=== Section Start ===

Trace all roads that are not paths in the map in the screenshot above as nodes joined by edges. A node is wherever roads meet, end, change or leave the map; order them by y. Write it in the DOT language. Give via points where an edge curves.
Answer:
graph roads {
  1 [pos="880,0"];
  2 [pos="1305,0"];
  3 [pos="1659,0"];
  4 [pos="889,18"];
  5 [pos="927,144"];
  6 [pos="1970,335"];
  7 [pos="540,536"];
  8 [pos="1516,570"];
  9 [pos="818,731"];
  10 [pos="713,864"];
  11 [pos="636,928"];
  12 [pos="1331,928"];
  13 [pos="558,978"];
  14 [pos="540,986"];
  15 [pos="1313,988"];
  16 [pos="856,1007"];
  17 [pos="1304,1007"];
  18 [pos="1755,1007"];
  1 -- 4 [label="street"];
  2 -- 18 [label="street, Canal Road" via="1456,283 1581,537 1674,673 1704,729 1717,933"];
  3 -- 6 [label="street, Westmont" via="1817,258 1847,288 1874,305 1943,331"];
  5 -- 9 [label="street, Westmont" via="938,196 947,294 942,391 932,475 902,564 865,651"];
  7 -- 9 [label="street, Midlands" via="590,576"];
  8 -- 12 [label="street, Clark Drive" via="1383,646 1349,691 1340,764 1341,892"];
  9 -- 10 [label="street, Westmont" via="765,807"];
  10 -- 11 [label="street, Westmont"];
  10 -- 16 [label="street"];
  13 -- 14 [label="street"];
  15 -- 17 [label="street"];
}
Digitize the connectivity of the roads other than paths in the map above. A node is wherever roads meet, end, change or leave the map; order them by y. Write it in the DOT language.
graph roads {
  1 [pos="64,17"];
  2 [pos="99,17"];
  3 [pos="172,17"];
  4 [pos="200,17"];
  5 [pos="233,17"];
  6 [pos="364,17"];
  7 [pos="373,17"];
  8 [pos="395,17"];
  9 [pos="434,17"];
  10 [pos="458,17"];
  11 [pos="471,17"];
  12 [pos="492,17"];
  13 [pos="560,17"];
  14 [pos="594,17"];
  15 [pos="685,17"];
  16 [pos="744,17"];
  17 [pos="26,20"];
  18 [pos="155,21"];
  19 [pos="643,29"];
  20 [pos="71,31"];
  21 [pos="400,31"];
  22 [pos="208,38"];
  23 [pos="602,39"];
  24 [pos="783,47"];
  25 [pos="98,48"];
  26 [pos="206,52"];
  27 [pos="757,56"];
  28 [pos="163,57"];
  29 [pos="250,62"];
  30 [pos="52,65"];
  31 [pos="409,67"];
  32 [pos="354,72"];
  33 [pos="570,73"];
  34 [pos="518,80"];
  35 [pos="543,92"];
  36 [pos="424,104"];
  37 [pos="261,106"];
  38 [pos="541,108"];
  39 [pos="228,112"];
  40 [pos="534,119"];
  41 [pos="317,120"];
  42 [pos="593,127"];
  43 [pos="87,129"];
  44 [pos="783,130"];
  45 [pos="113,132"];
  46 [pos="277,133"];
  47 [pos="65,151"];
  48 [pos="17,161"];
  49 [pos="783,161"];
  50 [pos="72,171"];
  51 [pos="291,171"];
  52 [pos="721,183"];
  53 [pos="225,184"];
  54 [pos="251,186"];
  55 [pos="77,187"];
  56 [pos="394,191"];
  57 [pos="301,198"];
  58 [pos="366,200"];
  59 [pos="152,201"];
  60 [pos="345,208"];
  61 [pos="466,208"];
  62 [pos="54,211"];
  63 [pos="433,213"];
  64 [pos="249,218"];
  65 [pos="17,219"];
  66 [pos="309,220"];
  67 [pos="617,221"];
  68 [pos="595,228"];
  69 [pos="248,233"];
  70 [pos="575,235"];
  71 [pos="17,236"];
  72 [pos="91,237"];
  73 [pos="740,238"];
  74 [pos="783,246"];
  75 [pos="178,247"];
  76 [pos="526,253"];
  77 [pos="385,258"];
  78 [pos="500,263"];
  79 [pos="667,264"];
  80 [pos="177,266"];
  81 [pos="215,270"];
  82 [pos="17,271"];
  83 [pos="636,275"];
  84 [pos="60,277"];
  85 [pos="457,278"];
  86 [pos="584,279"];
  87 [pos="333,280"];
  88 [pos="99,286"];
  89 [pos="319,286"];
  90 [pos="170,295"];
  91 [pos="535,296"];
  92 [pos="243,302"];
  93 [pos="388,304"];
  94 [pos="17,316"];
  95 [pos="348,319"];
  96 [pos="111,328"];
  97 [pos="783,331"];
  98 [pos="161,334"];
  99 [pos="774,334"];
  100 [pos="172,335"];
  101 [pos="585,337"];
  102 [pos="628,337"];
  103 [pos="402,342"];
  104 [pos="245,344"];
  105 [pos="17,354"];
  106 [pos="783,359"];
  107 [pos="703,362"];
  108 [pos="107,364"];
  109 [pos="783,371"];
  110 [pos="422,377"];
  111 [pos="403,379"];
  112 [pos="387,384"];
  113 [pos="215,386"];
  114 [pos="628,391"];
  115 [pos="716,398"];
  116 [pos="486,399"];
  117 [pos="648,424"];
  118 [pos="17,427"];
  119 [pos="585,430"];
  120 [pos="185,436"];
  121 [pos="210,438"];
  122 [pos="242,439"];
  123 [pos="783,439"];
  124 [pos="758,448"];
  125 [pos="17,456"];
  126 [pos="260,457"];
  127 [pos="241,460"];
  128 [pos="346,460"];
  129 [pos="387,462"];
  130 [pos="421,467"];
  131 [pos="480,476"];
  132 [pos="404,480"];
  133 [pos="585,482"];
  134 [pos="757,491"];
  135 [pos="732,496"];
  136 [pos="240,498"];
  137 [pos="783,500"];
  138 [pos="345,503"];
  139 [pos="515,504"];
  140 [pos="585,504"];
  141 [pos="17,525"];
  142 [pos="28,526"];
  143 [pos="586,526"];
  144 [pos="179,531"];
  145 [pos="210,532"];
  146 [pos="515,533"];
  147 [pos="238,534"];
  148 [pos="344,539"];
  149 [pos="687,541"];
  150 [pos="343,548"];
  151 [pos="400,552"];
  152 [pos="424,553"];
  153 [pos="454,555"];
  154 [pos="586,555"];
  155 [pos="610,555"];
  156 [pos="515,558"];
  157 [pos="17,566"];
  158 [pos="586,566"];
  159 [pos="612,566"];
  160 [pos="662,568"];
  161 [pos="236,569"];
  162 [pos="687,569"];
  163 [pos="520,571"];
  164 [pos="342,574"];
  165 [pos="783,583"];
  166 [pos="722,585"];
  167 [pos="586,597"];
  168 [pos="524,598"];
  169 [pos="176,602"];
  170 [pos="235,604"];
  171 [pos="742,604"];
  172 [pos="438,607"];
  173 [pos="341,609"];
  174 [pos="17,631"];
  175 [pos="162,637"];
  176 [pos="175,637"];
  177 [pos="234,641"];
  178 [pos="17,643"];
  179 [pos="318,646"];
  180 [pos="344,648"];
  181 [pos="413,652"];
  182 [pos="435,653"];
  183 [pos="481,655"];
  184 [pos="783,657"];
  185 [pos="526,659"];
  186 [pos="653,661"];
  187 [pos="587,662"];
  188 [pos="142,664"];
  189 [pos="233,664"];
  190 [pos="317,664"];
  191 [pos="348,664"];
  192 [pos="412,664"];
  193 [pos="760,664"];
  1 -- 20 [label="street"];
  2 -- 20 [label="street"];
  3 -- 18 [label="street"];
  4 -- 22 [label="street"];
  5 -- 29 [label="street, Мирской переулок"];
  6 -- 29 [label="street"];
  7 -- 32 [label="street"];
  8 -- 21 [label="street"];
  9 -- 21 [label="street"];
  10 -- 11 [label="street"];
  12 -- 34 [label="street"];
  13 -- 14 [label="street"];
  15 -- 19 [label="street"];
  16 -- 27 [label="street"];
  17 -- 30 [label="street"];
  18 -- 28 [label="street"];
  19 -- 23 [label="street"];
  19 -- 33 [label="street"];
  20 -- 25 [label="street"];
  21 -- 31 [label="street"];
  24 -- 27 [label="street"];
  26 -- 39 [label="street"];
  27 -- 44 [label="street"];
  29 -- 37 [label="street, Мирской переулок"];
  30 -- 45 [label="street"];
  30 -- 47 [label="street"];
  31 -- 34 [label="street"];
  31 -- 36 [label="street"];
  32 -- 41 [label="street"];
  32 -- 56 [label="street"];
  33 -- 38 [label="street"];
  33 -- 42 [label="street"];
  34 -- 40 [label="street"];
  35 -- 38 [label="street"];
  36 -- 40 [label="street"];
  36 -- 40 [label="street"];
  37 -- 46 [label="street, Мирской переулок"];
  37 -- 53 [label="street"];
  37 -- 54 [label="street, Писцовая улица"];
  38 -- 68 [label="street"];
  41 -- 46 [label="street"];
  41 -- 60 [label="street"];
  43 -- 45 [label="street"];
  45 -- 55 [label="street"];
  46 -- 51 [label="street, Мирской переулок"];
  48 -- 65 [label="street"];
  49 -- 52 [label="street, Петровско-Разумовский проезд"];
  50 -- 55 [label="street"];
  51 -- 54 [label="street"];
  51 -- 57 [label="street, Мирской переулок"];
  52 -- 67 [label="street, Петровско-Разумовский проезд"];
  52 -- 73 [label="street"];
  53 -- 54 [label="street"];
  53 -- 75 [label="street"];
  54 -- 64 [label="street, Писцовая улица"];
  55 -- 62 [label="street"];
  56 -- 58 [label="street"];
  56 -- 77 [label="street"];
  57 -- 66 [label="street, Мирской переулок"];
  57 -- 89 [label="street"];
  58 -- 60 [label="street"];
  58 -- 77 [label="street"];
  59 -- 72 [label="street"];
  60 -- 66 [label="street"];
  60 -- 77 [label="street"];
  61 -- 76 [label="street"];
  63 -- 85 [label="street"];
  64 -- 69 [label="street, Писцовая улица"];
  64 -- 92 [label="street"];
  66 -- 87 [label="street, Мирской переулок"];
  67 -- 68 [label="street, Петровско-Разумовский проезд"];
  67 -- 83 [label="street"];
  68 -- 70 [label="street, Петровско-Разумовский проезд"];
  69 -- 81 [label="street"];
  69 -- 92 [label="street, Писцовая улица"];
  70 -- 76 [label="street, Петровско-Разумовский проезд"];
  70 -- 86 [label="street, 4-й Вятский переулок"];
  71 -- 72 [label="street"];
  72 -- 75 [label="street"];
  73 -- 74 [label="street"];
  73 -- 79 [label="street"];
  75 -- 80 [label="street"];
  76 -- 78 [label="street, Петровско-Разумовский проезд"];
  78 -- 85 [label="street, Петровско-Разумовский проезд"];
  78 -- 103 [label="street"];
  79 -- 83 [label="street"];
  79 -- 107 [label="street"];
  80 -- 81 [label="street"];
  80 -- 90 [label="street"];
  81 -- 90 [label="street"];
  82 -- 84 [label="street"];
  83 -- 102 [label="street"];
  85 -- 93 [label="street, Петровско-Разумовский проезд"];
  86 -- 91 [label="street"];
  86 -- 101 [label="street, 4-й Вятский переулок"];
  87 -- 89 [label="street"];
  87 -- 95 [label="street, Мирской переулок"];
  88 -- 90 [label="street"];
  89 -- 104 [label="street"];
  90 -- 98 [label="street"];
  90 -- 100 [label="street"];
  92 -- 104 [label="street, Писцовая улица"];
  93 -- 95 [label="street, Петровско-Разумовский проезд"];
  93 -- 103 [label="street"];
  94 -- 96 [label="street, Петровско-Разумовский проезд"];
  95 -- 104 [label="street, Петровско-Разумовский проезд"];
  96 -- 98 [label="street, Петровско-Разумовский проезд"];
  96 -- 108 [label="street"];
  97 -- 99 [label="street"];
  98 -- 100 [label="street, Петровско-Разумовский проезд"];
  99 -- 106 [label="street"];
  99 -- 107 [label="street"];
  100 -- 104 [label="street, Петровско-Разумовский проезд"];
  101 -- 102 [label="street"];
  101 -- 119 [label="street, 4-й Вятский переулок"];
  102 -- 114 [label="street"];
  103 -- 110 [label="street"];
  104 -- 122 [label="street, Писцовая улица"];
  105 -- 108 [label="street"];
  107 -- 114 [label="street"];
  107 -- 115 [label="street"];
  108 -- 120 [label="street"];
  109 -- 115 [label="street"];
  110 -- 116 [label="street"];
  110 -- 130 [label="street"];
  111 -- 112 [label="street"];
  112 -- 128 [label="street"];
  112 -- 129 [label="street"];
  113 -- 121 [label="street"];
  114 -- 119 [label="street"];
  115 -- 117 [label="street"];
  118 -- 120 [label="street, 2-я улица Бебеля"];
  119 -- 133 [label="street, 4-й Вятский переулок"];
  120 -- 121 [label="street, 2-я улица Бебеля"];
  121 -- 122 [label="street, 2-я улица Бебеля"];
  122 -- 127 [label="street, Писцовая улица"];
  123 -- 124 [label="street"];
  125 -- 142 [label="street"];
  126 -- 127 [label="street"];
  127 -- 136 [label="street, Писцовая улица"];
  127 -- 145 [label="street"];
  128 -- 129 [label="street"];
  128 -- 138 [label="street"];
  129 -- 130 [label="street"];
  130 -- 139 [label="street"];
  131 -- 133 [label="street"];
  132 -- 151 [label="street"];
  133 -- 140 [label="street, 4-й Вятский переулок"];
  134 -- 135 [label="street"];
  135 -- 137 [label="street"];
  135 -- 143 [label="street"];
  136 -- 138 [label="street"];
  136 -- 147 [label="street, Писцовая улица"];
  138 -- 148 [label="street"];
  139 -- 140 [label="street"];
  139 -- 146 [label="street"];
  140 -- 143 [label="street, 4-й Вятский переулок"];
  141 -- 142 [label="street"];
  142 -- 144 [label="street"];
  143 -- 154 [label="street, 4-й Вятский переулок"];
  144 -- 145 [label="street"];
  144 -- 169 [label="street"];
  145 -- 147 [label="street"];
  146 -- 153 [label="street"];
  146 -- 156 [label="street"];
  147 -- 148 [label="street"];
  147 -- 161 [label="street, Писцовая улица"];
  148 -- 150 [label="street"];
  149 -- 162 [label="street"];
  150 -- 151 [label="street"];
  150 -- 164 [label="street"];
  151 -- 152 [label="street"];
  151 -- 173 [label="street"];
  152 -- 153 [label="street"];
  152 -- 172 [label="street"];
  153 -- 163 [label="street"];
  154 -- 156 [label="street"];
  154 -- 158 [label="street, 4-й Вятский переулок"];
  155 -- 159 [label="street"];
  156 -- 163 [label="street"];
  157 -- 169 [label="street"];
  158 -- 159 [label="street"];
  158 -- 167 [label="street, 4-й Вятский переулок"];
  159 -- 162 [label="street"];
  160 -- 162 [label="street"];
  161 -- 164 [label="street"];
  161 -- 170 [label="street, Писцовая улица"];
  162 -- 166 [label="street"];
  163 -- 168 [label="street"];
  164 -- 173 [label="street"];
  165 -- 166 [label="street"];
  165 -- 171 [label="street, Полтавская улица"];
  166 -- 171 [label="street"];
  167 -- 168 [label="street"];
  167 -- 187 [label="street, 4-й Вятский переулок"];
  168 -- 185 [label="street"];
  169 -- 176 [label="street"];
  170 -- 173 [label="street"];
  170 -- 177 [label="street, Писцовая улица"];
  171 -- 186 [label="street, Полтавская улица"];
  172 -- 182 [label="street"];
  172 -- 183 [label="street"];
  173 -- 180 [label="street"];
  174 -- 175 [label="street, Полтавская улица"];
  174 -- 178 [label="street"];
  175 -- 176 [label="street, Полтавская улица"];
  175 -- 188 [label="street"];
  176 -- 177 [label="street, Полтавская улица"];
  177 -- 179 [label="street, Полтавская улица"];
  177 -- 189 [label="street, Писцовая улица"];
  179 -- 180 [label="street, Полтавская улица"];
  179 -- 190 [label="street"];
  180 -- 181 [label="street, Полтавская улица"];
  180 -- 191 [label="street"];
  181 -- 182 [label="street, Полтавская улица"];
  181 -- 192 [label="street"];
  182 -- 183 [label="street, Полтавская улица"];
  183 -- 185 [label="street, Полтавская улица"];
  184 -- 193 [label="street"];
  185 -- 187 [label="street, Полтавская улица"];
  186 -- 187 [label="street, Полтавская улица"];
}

=== Section End ===

Problem to solve →
Show all lines in the entries above where the string "Бебеля" appears.

Solved exercise →
  118 -- 120 [label="street, 2-я улица Бебеля"];
  120 -- 121 [label="street, 2-я улица Бебеля"];
  121 -- 122 [label="street, 2-я улица Бебеля"];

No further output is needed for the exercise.